The artistic commission, built around the monument to the glory of Mayor Karl Lueger, a notorious anti-Semite admired by Adolf Hitler, did not convince all Viennese.

In October 2020, a group of Viennese artists inscribed the word “shame” on the base of the monument dedicated to Karl Lueger (1844-1910), anti-Semitic mayor admired by Adolf Hitler, which has been enthroned for almost a century on the Ringstrasse, the equivalent of the main boulevards in Vienna. Under pressure from the Viennese, for whom this indirect reminder of national socialist ideology no longer works, the mayor of Vienna has entrusted two Austrian artists with an intervention on the site: it is a question of building a wooden structure, with bright colors and with a fragile aspect which contrasts with this massive statue.
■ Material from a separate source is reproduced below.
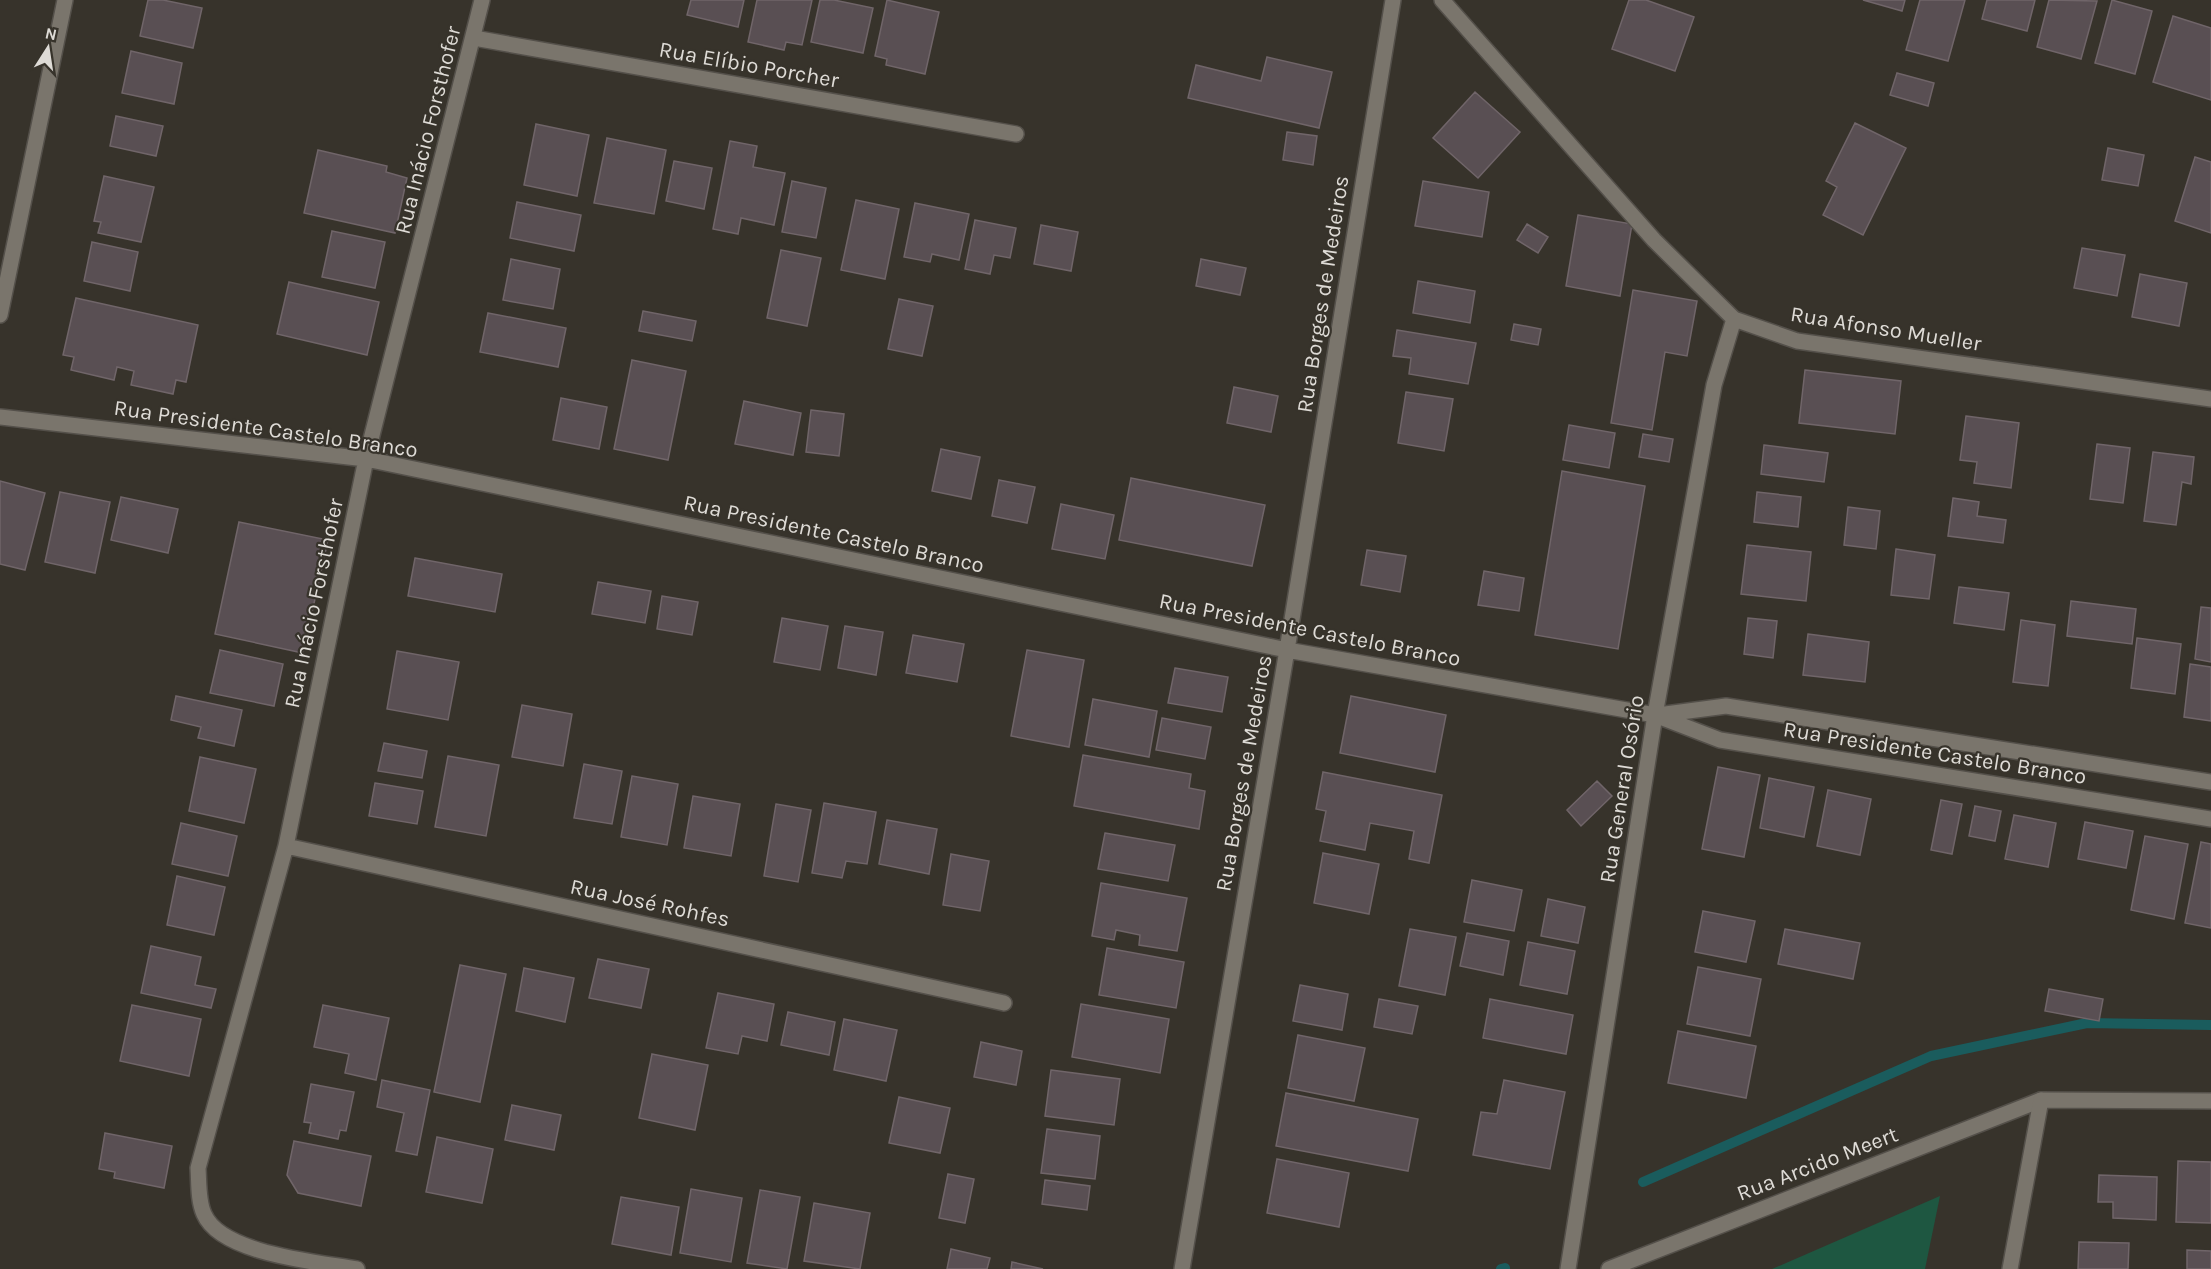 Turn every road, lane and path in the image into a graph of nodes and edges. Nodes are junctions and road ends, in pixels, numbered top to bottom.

This attempt toart that hides shame», Inaugurated in October, however, is not unanimous in the Austrian capital, particularly with the Union of Jewish Students in Austria. One of its representatives, Victoria Borochov, thus estimated that “aWith these colors and this disproportionate size, we absolutely do not see that this installation is supposed to deal with anti-Semitism.” Only “a small text on a concrete baseclarifies this intention, she notes.

Deputy Mayor for Culture Veronica Kaup-Hasler defends the city’s position. “The objective of this work was not to be specifically a sculpture against anti-Semitism but to open up a space for discussion. Works of art invite thought in complex and paradoxical ways. Art never provides a simple answer“, she said.

Ephemeral, thisartistic framingmust give way to a new work in a year. The opportunity for the town hall and the artists to emerge more clearly from the historical ambiguity that surrounds Karl Lueger. Very inspired by Baron Haussmann, the mayor had transformed Vienna at the turn of the 20th century to make it the capital that we know. But his anti-Semitic positions also earned him to be cited as an example by Adolf Hitler in Mein Kampf. So much so that the historian Florian Wenninger, of the University of Vienna, considers him to be one of the sources of inspiration for National Socialist ideology.